蒙邪咬牙切齒地看着蕭瑤,黝黑眸子泛着詭異,蒼白臉上的黑色細紋逐漸發生變化,他的身子有些顫抖,雙拳緊攥,指縫甚至緩緩浮現血滴,片刻,蒙邪劇烈起伏的胸口逐漸平複下來,他狠狠看了眼唐雲七,終究選擇了留下。
不光是因爲阿言在蕭瑤手裏,更多是他迫切想知道當初的一切,他昏去醒來,就被告知心愛的人永遠離他而去。那是多大的打擊和噩耗,可他還得隐忍,在這個所謂的殺人兇手,自稱是他師父的人手下曆練,仇恨,使他強大,同樣也讓他誤入歧途。
蒙邪看起來比剛才更平靜,蕭瑤知道這并不是個好兆頭,安慰似的看了眼被吓壞的闌珊,便繼續開口:
“少女阿言,被公主帶回血梅後,過着自由而清閑的日子,她活潑樂觀的性格很受人喜歡,很快成了衆位年紀頗長的女子眼中的小妹,有人喜歡,自然也有些讨厭。”
“有一日,阿言外出探望養母,半路被人劫财,還被人在臉上劃了一道,無助之際,她碰到了一個少年。
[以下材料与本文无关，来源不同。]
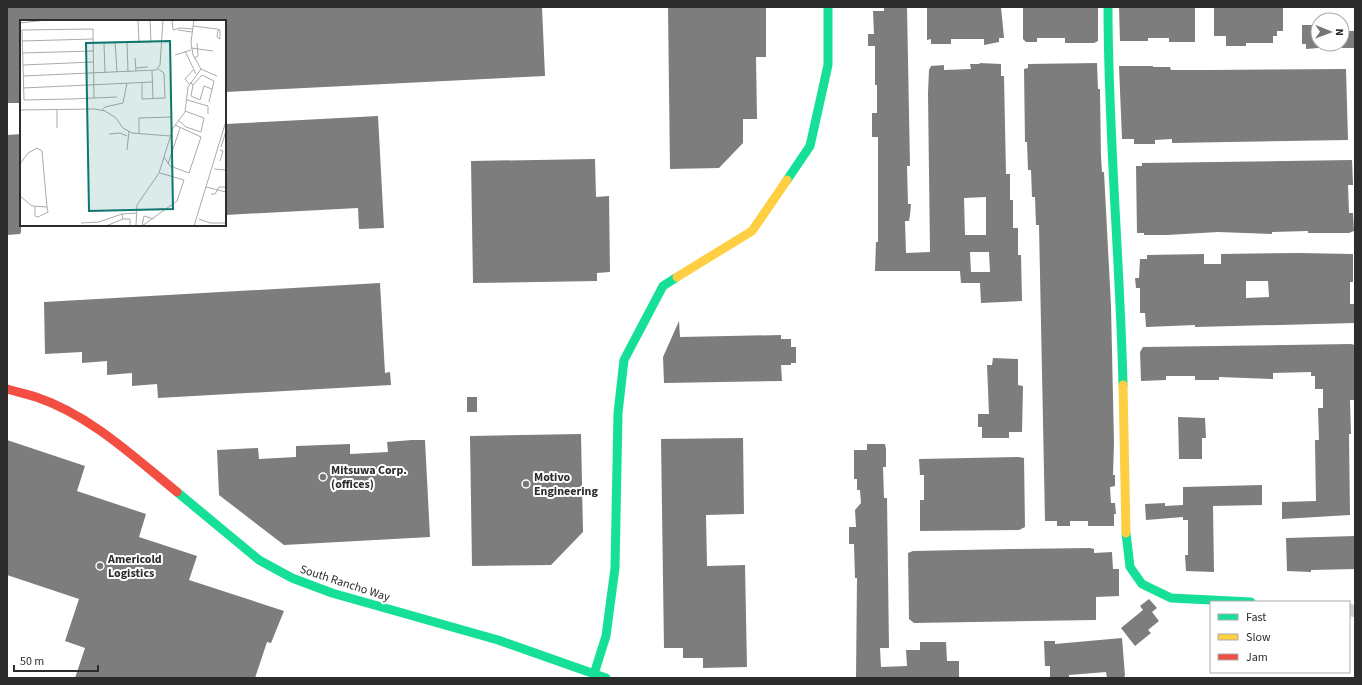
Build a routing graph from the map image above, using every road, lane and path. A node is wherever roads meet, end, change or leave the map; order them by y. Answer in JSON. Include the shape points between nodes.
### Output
{"nodes":[{"id":1,"x":828,"y":7,"type":"edge"},
{"id":2,"x":1108,"y":7,"type":"edge"},
{"id":3,"x":7,"y":390,"type":"edge"},
{"id":4,"x":1232,"y":601,"type":"edge"},
{"id":5,"x":594,"y":674,"type":"junction"},
{"id":6,"x":606,"y":678,"type":"edge"}],
"edges":[{"from":1,"to":5,"type":"street","via":[[828,65],[810,146],[752,231],[663,286],[624,360],[618,413],[615,568],[606,636]]},
{"from":2,"to":4,"type":"street","via":[[1121,306],[1126,536],[1130,567],[1142,584],[1170,598]]},
{"from":3,"to":5,"type":"street","name":"South Rancho Way","via":[[37,397],[90,424],[120,445],[259,560],[292,578],[332,593],[498,640]]},
{"from":5,"to":6,"type":"street","name":"South Rancho Way"}]}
”
尾音稍有些長,蕭瑤轉頭毫不掩飾地看了眼蒙邪,果然,他的臉色終于出現變化。
蒙邪被蕭瑤輕柔婉轉的聲音帶入,思緒陷入回憶,恍惚之間,他耳邊仿佛又響起少女輕微的啜泣聲。
因爲從小體弱,父親便讓他每日繞着府邸跑十圈加強體魄,那****記得格外清晰,就在最後一圈的路上掙紮時,他耳邊隐約傳來似有若無的哭泣聲,好奇心驅使下,他順着聲音找過去,最後在一條河流便,看到一個嬌小身影,蹲在河邊傷心地嗚咽。
心地善良的蒙邪果斷出手相助,在風塵之地生活過的阿言對男女之别的忌諱頗淺,但老媽子也跟她說過一些,蒙邪說明意思,阿言也就不再反對,紅着臉蛋讓蒙邪笨手笨腳的爲她清理傷口,找藥敷藥。
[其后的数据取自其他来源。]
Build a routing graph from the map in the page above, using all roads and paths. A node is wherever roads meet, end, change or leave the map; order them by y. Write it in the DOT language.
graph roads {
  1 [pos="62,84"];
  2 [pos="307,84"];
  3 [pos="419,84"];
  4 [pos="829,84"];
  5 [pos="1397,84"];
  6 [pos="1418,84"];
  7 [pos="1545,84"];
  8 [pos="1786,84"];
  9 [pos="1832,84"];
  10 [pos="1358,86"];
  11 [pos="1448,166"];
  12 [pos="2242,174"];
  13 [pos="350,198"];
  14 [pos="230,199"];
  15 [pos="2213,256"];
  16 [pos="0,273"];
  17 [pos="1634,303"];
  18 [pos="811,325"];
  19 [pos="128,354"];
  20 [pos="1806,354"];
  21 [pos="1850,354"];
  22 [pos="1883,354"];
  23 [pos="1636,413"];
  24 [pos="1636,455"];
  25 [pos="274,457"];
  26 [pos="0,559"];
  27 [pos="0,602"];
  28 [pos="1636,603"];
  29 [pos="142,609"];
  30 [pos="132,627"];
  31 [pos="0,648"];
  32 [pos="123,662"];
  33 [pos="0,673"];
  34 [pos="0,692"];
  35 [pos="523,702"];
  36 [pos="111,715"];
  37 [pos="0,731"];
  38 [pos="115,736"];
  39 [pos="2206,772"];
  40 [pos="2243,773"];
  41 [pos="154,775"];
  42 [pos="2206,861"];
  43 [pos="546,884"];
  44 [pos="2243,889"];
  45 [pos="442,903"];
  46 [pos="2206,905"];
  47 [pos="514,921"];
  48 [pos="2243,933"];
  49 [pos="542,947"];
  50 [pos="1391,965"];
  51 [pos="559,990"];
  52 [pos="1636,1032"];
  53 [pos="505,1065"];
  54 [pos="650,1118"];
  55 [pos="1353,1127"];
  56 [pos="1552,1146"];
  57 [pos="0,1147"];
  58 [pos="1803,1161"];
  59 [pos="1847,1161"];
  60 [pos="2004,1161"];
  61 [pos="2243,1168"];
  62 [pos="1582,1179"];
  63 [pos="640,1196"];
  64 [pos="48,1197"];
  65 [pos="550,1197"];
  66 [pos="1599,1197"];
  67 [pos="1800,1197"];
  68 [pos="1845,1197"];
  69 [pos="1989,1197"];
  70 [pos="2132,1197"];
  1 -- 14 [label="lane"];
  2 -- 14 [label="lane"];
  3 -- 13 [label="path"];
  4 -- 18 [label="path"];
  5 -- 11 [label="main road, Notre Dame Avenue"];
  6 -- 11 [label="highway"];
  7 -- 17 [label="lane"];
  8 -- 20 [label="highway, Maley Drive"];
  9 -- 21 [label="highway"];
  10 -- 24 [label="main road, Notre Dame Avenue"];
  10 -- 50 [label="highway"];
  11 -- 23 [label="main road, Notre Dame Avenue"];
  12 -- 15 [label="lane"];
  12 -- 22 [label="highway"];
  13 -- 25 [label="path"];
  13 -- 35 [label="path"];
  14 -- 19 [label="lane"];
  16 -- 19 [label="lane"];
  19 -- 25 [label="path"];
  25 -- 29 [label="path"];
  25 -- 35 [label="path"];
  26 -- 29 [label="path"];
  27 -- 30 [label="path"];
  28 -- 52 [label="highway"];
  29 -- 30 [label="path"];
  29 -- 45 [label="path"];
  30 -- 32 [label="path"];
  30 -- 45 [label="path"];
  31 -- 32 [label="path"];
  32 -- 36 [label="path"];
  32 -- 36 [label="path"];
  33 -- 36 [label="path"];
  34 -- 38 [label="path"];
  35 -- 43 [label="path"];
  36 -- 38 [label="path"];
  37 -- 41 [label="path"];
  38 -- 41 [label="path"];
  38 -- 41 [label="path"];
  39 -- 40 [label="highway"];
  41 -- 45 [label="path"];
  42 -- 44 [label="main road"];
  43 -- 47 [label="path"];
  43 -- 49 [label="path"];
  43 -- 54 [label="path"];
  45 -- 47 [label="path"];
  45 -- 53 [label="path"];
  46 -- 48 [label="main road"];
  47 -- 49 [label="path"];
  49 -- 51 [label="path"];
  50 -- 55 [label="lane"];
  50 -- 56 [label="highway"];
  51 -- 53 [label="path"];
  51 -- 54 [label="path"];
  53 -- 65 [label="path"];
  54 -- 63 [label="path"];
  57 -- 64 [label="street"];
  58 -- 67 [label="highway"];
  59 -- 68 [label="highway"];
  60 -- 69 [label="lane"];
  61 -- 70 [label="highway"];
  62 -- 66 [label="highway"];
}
得知阿言每月會路過一次,蒙邪便給她拿夠藥材,頗爲含蓄地教她如何使用雲雲,最後鼓足勇氣問阿言,他下個月能不能再見到她。
盡管臉紅如滴血,阿言還是螓首輕點,蒙邪記得他那天多跑了幾圈,晚上卻還是睡不着覺,直到天邊擦亮,才沉着眼皮睡覺。
初嘗愛情總是懵懂而臉紅心跳的,他們也不例外,起初每月見一次,阿言停留時間頗短,後來感情一發不可收拾,阿言去探望養母的時間逐漸縮短,養母發覺不對卻也沒有反對,隻是暗示阿言注意一些。
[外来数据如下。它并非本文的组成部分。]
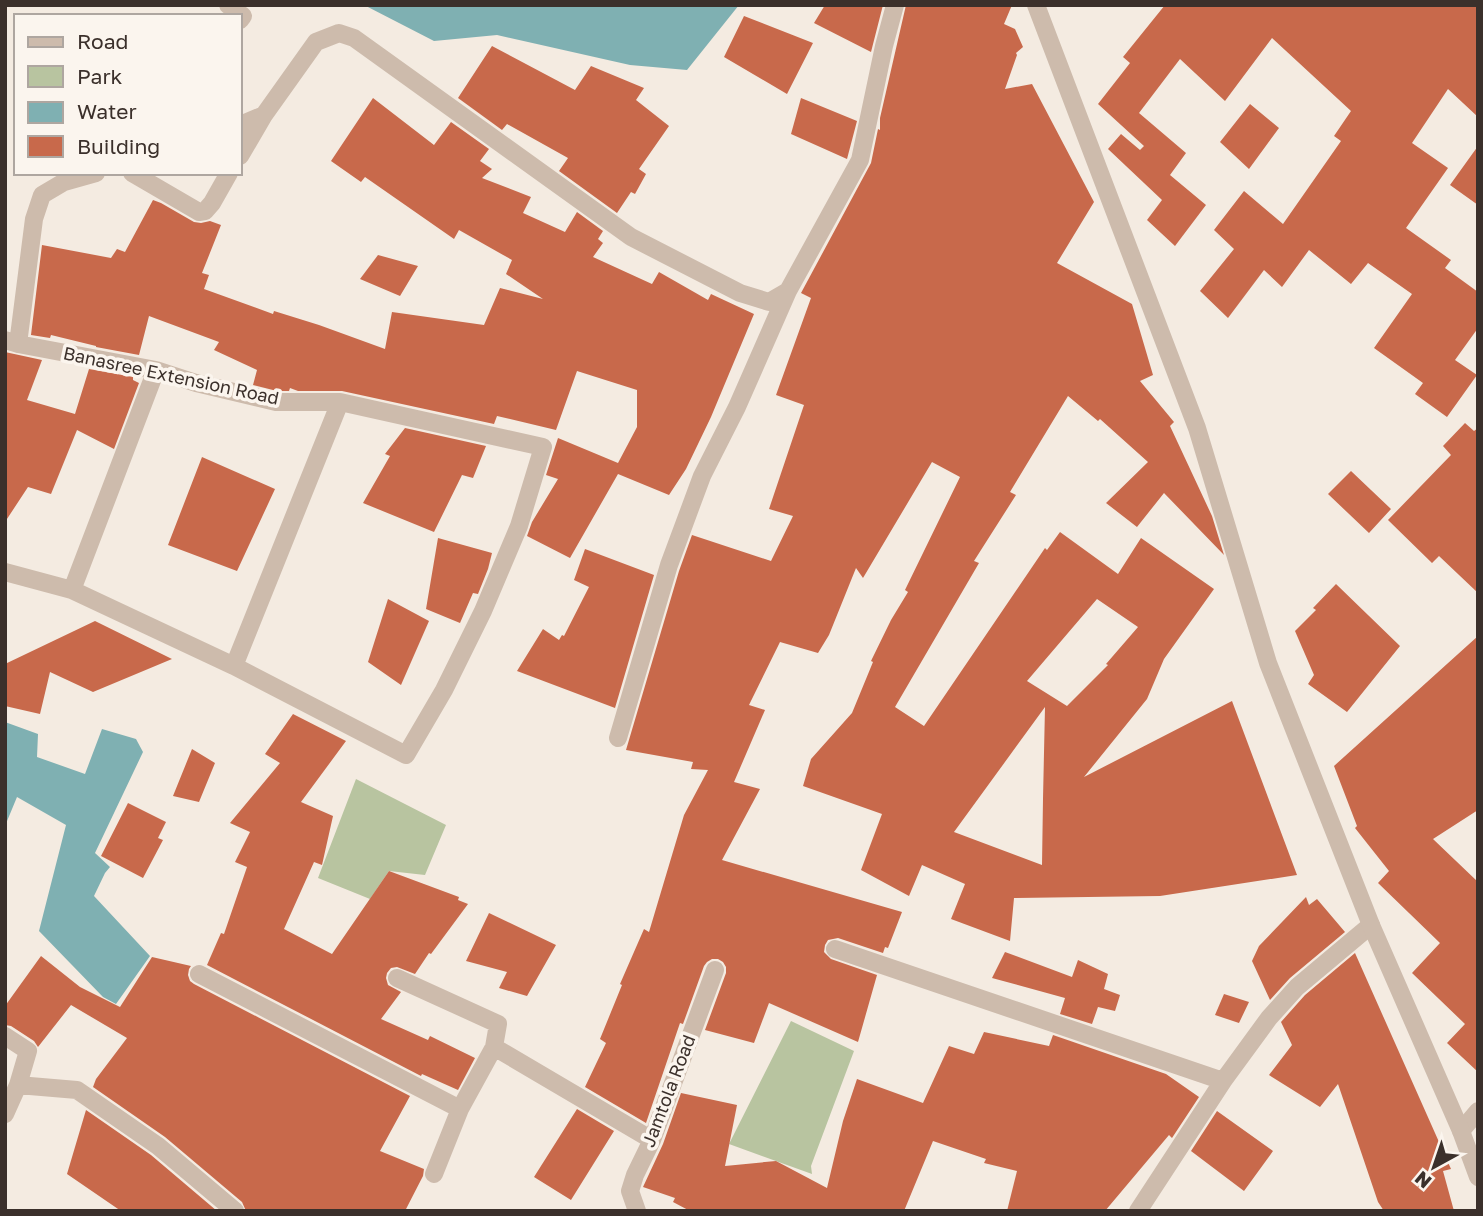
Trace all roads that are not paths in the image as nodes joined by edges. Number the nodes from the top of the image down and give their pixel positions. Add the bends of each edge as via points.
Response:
1 (895, 5) edge
2 (1036, 5) edge
3 (264, 115) junction
4 (242, 124) edge
5 (242, 153) edge
6 (135, 175) edge
7 (228, 175) edge
8 (69, 178) edge
9 (788, 291) junction
10 (12, 342) edge
11 (156, 370) junction
12 (340, 402) junction
13 (5, 572) edge
14 (72, 590) junction
15 (234, 666) junction
16 (618, 738) dead end
17 (1371, 925) junction
18 (835, 949) dead end
19 (715, 970) dead end
20 (199, 974) dead end
21 (397, 978) dead end
22 (5, 1036) edge
23 (494, 1047) junction
24 (1223, 1081) junction
25 (18, 1085) junction
26 (460, 1109) junction
27 (1478, 1111) edge
28 (5, 1114) edge
29 (1461, 1130) junction
30 (652, 1140) junction
31 (434, 1174) dead end
32 (1478, 1177) edge
33 (235, 1211) edge
34 (637, 1211) edge
35 (1138, 1211) edge

1 - 9 street via 860,160
2 - 17 street via 1197,428 1268,663
3 - 4 street
3 - 5 street
3 - 9 street via 316,42 339,33 354,38 631,237 740,293 769,302
6 - 7 street via 199,212 212,203
8 - 10 street via 42,195
9 - 16 street via 702,477 669,565
10 - 11 street, Banasree Extension Road
11 - 12 street, Banasree Extension Road via 276,402
11 - 14 street
12 - 15 street
12 - 15 street, Banasree Extension Road via 542,447 519,526 483,611 406,755
13 - 14 street
14 - 15 street
17 - 24 street via 1297,987
17 - 29 street
18 - 24 street
19 - 30 street, Jamtola Road
20 - 26 street
21 - 23 street via 498,1024
22 - 25 street via 28,1051
23 - 26 street
23 - 30 street
24 - 35 street
25 - 28 street
25 - 33 street via 77,1090 158,1146
26 - 31 street
27 - 29 street
29 - 32 street
30 - 34 street, Jamtola Road via 630,1191

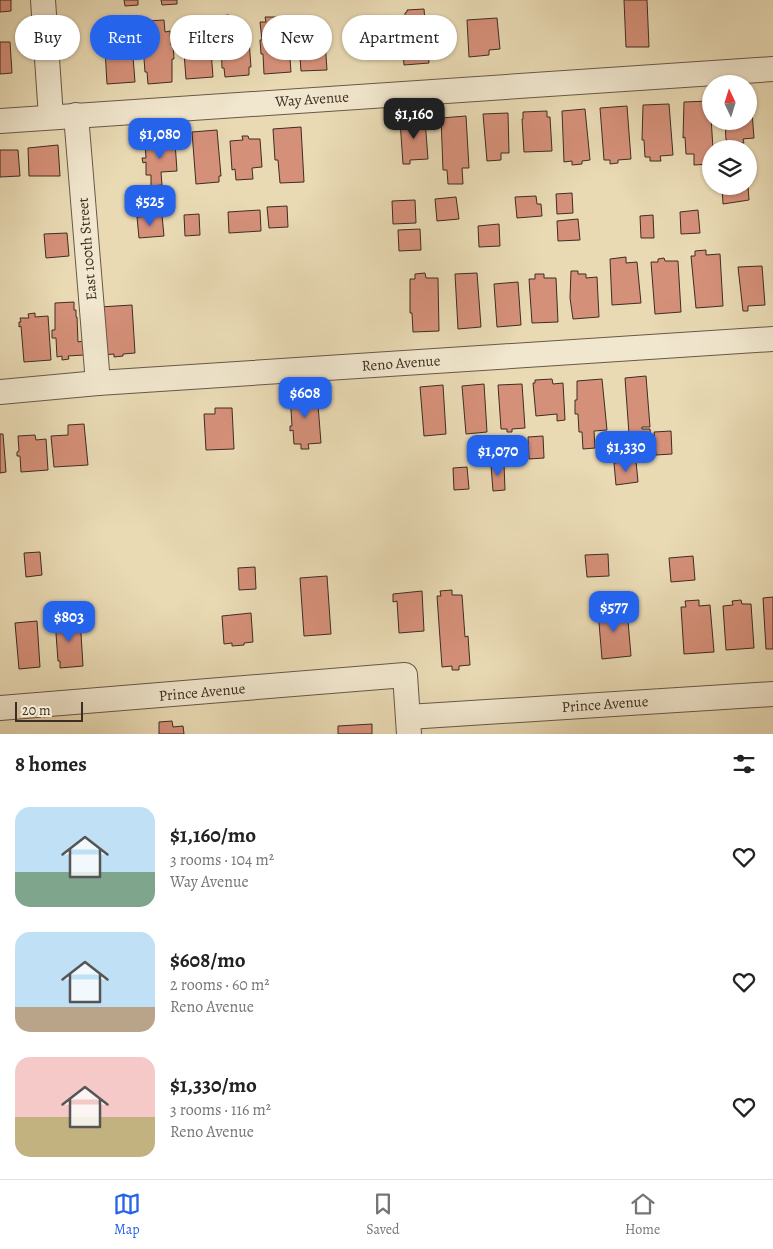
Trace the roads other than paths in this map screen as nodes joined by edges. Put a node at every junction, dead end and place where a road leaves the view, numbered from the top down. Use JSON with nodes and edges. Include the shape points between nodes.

但每次分别都像是生離死别,轉身含淚,阿言忍不住偷偷跑出來,次數越來越頻繁,盡管二人的感情突飛猛進,但始終沒有逾越最後一道防線,那種美好而期待的感覺,他們想留到大婚之日。
可現實卻不是如此。
“少年随着家族遷移至南部,與阿言隻能通過玉簡傳訊,久而久之,從阿言的零碎言語中,少年了解到了阿言所在的組織,和組織的所作所爲,但他認爲愛情高于一切,他想方設法混入組織見到公主說明來意。”
“公主很寵阿言,卻也對少年一見鍾情,權衡之下,公主選擇了阿言,她選擇成全這對陷入愛河的伴侶。”
“不可能!”
被蒙邪大聲打斷,蕭瑤全然沒有惱怒,反而饒有興趣地看着他:“怎麽不可能,阿言對公主而言就像親妹妹一樣!”
“分明是她命令那些人将我劫掠,是她背叛與阿言的姐妹之情,是她自私,冷血!”蒙邪的情緒越發激動,他狠狠拍着桌子,口不擇言的控訴着蕭瑤口中的“公主”。
蕭瑤冷笑一聲:“你知道什麽,你覺得你看到的就是真相?”
“難道不是麽?”蒙邪瞪着黑黝黝的眸子,表情猙獰,臉上細紋又開始擴展,詭異至極,“她自私心發作,利用權力将我擄走,她背叛阿言,阿言想救我,所以逃脫她的掌控跑來救我,可她還是……”
“公主根本就沒想拆散你和阿言!”蕭瑤忍不住大聲打斷他的話,盡管這很不禮貌,看到蒙邪有些呆滞,她才深吸一口氣,繼續道,“蒙邪,如果你不相信我,或者不相信阿言,如果你覺得是我胡編亂造,想爲大叔脫罪,我就在這裏,賠你一條命。”
空氣蓦地凝滞,時間仿佛停止在這一刻,蒙邪看着蕭瑤堅定的神情,胸膛裏的心髒慢了半拍,良久,他沒有回神,蕭瑤也就這樣,黑白分明的眸子直直看着蒙邪。
闌珊看看蒙邪,看看蕭瑤,想開口卻又不知道該說什麽,最後求救似的看向唐雲七。
唐雲七表情平靜,對他們的對峙視若無睹。
蒙邪終究沒有說出狠話,他緩緩移開視線,最後落在唐雲七身上,聲音因之前激烈開口有些沙啞:“你怎麽不說話,你說話啊,告訴我,我憑什麽相信你,憑什麽?”
唐雲七微微擡起眼皮,靜靜看着蒙邪,又低下頭,從頭至尾都沒有出現蒙邪想象中的愧疚或者懊悔。
蕭瑤淡淡開口:“就憑他是最後一個和阿言說話的人。”
話音落下,蒙邪突然擡腳踹開桌子,桌上的酒壺酒杯頓時四分五裂,有些随着桌子穿透闌珊的身體,瞬間焚燒成灰,闌珊吓了一大跳,躲到蕭瑤身邊,緊緊抓着她的胳膊。
“你發什麽瘋?”蕭瑤護着闌珊,杏眸瞪着蒙邪,将他面前的凳子一腳踹得粉碎,語氣帶着幾分狠厲,“你以爲就你會生氣,就你有感情,就你有資格發脾氣嗎?”
“你閉嘴!”
啪!
“該閉嘴的人是你!”
臉上火辣辣的疼,蒙邪有一瞬間發蒙,但很快反應過來,臉上細紋迅速擴散,咬牙開口:“别以爲我不敢殺你……”
他實力遠在蕭瑤之上,一直被她牽制不過因爲阿言在她手中,可若阿言淪爲脅迫他侮辱他的工具,這是他最不能忍受的。